Expected return also does not measure downside severity by itself. A high expected return can still come with high uncertainty, concentrated downside, or a low-probability loss that matters more than the average number suggests.

The estimate does not judge whether a business is high quality, whether a valuation is reasonable, or whether an investment fits a particular investor. Those questions require separate analysis of fundamentals, price, uncertainty, and constraints.

How Investors Use Expected Return

Expected return is most useful as a comparison tool. It can compare one set of assumptions with another, test whether a thesis depends on optimistic probabilities, or show how much a downside scenario affects the average estimate.

A contribution plan such as dollar-cost averaging controls how capital is deployed over time, while expected return estimates possible outcomes from the investment assumptions.

Expected return can interact with compounding when returns are reinvested over long periods, but the compounding path still depends on the returns that are actually realized.

The estimate becomes more useful when it is read beside uncertainty, downside, and dispersion. That broader relationship belongs to the relationship between risk and return, because the average estimate alone does not describe how uncomfortable or damaging the path can become.

Related Concepts

Compounding: Expected return can feed long-term growth assumptions, but compounding depends on realized returns and reinvestment over time.

Dollar-cost averaging: A fixed contribution schedule changes when capital is invested, while expected return describes the assumed outcome profile of the investment.

Risk and return: Expected return summarizes an average assumption, while risk explains the uncertainty, downside, and dispersion around that assumption.

FAQ

What is expected return in investing?

Expected return is a probability-weighted estimate of possible investment outcomes. It combines assumed returns with assumed probabilities to produce one average estimate before the result is known.
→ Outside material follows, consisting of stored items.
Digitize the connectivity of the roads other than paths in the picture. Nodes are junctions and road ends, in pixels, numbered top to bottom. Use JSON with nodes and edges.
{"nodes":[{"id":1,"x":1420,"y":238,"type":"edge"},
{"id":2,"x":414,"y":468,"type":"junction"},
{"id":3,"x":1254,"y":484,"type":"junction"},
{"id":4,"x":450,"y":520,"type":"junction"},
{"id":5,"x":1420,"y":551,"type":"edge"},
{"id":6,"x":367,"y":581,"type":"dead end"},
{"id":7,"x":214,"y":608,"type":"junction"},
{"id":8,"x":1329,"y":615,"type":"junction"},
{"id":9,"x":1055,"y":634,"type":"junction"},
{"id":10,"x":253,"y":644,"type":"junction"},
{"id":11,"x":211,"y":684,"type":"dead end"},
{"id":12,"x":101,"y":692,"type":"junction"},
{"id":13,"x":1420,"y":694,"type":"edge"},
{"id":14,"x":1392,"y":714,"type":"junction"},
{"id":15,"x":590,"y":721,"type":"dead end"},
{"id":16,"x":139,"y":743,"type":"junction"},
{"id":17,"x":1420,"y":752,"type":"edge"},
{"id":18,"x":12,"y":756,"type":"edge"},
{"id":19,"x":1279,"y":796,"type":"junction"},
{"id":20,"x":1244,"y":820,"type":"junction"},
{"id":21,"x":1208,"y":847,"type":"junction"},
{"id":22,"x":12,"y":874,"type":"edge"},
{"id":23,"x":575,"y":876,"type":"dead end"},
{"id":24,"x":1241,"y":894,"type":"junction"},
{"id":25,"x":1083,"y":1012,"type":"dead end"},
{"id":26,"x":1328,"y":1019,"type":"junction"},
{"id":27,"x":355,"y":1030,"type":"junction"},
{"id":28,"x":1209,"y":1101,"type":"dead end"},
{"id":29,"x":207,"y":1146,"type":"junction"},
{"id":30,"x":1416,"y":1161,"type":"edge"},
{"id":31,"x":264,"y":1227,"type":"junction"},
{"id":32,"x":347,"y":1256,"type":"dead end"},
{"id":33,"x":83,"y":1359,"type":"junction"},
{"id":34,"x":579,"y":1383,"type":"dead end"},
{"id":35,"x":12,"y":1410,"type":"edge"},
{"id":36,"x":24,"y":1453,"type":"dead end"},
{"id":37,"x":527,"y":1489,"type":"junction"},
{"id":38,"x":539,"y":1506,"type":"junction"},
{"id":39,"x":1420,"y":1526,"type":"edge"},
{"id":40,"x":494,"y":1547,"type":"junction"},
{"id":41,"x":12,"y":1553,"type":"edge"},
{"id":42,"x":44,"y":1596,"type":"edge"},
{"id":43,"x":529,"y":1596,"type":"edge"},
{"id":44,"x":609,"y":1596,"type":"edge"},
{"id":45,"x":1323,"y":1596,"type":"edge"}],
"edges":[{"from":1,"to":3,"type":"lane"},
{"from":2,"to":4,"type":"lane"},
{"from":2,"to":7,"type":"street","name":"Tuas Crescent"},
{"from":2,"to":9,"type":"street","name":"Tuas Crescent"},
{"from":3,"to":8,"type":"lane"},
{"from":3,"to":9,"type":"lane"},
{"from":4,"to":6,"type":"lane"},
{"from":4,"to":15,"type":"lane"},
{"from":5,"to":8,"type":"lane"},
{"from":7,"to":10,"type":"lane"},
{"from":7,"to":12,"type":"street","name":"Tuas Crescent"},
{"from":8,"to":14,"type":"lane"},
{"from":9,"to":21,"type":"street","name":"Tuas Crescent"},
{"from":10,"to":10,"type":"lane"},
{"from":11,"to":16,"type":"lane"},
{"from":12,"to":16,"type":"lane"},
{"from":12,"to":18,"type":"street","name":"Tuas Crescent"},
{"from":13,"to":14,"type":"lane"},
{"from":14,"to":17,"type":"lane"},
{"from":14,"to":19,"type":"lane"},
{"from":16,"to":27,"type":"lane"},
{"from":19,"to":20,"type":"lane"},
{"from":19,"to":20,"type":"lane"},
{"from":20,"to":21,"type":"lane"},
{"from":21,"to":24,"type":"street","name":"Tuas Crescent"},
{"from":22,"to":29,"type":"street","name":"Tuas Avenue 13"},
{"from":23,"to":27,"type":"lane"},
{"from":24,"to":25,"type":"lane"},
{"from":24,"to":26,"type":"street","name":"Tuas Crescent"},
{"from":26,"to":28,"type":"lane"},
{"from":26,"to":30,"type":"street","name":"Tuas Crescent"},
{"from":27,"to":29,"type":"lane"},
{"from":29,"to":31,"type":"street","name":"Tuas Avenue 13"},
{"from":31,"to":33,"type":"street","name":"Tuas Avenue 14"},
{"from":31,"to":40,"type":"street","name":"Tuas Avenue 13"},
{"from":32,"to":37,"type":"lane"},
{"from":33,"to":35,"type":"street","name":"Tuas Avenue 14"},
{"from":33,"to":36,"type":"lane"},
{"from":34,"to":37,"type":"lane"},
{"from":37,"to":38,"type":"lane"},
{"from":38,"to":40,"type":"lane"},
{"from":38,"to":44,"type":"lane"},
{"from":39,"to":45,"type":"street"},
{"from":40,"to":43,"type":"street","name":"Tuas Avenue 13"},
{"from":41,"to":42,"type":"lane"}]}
Is expected return guaranteed?

No. Expected return is not guaranteed. It is based on assumptions, and the actual realized return can be higher, lower, negative, or outside the assumed outcome range.

What is the difference between expected return and realized return?

Expected return is an estimate made before the outcome. Realized return is the actual return after the investment period has passed.

Does a higher expected return always mean a better investment?

No. A higher expected return can come with higher uncertainty, larger downside, weaker assumptions, or risks that the average estimate does not show by itself.